=== Given data ===

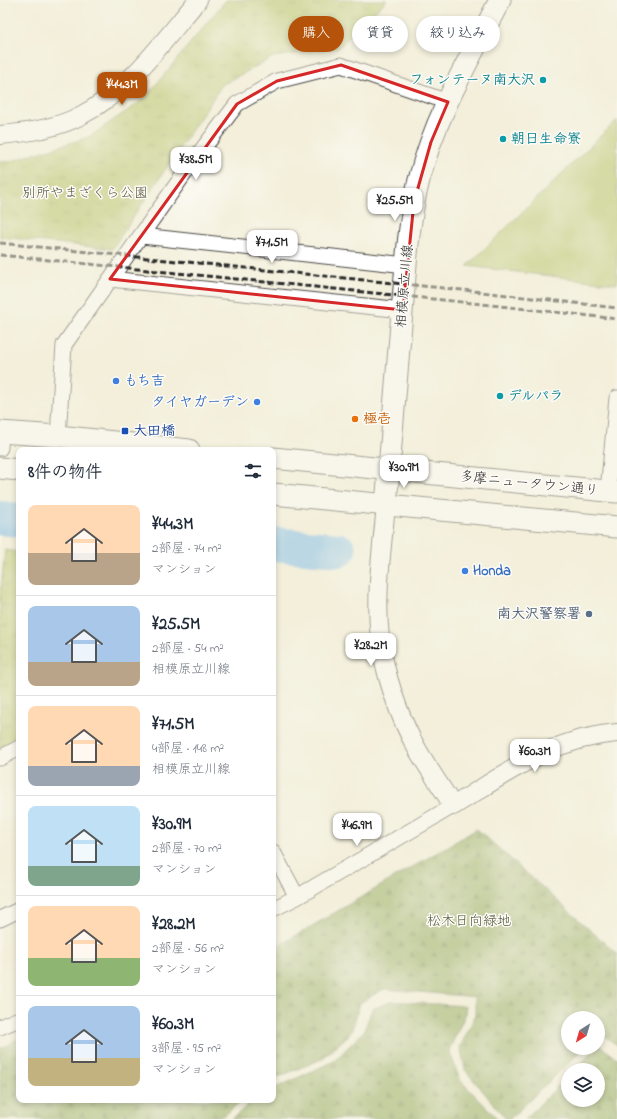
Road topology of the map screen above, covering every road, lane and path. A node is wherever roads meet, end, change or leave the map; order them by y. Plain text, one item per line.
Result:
1 (198, 0) edge
2 (500, 0) edge
3 (448, 102) junction
4 (0, 135) edge
5 (142, 236) junction
6 (406, 265) junction
7 (110, 279) junction
8 (403, 310) junction
9 (617, 398) edge
10 (58, 436) junction
11 (0, 438) edge
12 (161, 447) edge
13 (276, 458) edge
14 (0, 468) edge
15 (16, 470) edge
16 (389, 470) junction
17 (612, 492) edge
18 (276, 494) edge
19 (386, 505) junction
20 (617, 526) edge
21 (617, 733) edge
22 (16, 750) edge
23 (0, 758) edge
24 (453, 806) junction
25 (276, 858) edge
26 (297, 897) junction
27 (276, 908) edge
28 (16, 911) edge
29 (0, 919) edge
30 (16, 1020) edge
31 (0, 1027) edge

1 - 4 street
2 - 3 main road, 相模原立川線
3 - 5 street
3 - 6 main road, 相模原立川線
5 - 6 street
5 - 7 street
6 - 8 main road, 相模原立川線
7 - 8 street
7 - 10 street
8 - 16 main road, 相模原立川線
9 - 17 street
10 - 11 main road
10 - 12 main road
13 - 16 main road, 多摩ニュータウン通り
14 - 15 main road
16 - 17 main road, 多摩ニュータウン通り
16 - 19 main road, 相模原立川線
18 - 19 main road
19 - 20 main road
19 - 24 street
21 - 24 street
22 - 23 street
24 - 26 street
25 - 26 street
26 - 27 street
28 - 29 street
30 - 31 street

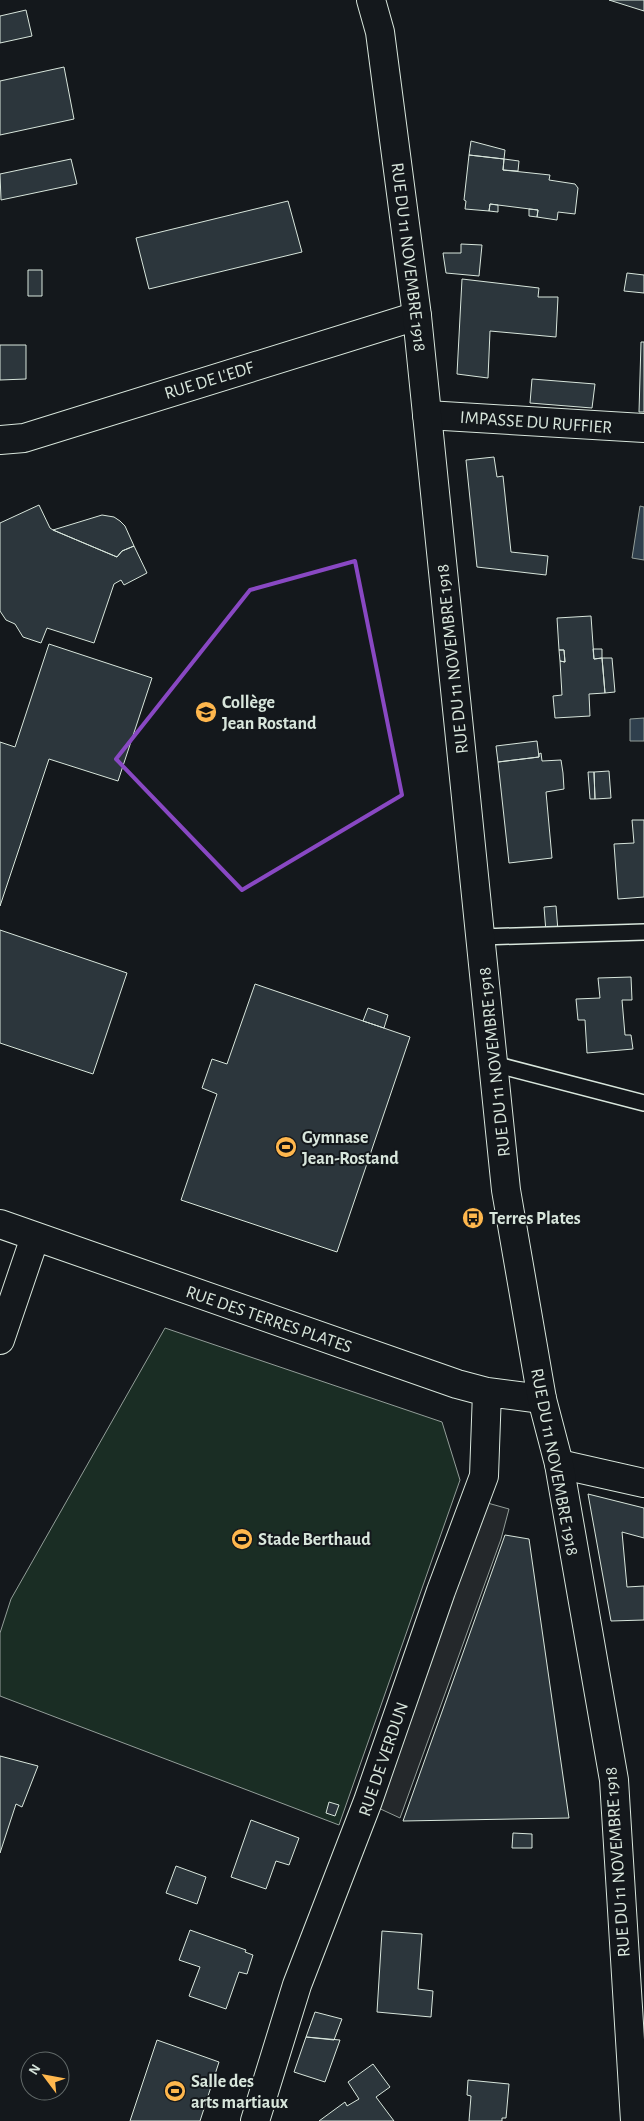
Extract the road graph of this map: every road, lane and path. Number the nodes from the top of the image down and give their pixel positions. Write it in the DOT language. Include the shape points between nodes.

===

## What is being asked
The material above should be repeated word for word, with every picture omitted.

## Reply to the task
Road topology of the map screen above, covering every road, lane and path. A node is wherever roads meet, end, change or leave the map; order them by y. Plain text, one item per line.
Result:
1 (198, 0) edge
2 (500, 0) edge
3 (448, 102) junction
4 (0, 135) edge
5 (142, 236) junction
6 (406, 265) junction
7 (110, 279) junction
8 (403, 310) junction
9 (617, 398) edge
10 (58, 436) junction
11 (0, 438) edge
12 (161, 447) edge
13 (276, 458) edge
14 (0, 468) edge
15 (16, 470) edge
16 (389, 470) junction
17 (612, 492) edge
18 (276, 494) edge
19 (386, 505) junction
20 (617, 526) edge
21 (617, 733) edge
22 (16, 750) edge
23 (0, 758) edge
24 (453, 806) junction
25 (276, 858) edge
26 (297, 897) junction
27 (276, 908) edge
28 (16, 911) edge
29 (0, 919) edge
30 (16, 1020) edge
31 (0, 1027) edge

1 - 4 street
2 - 3 main road, 相模原立川線
3 - 5 street
3 - 6 main road, 相模原立川線
5 - 6 street
5 - 7 street
6 - 8 main road, 相模原立川線
7 - 8 street
7 - 10 street
8 - 16 main road, 相模原立川線
9 - 17 street
10 - 11 main road
10 - 12 main road
13 - 16 main road, 多摩ニュータウン通り
14 - 15 main road
16 - 17 main road, 多摩ニュータウン通り
16 - 19 main road, 相模原立川線
18 - 19 main road
19 - 20 main road
19 - 24 street
21 - 24 street
22 - 23 street
24 - 26 street
25 - 26 street
26 - 27 street
28 - 29 street
30 - 31 street

Extract the road graph of this map: every road, lane and path. Number the nodes from the top of the image down and give their pixel positions. Write it in the DOT language. Include the shape points between nodes.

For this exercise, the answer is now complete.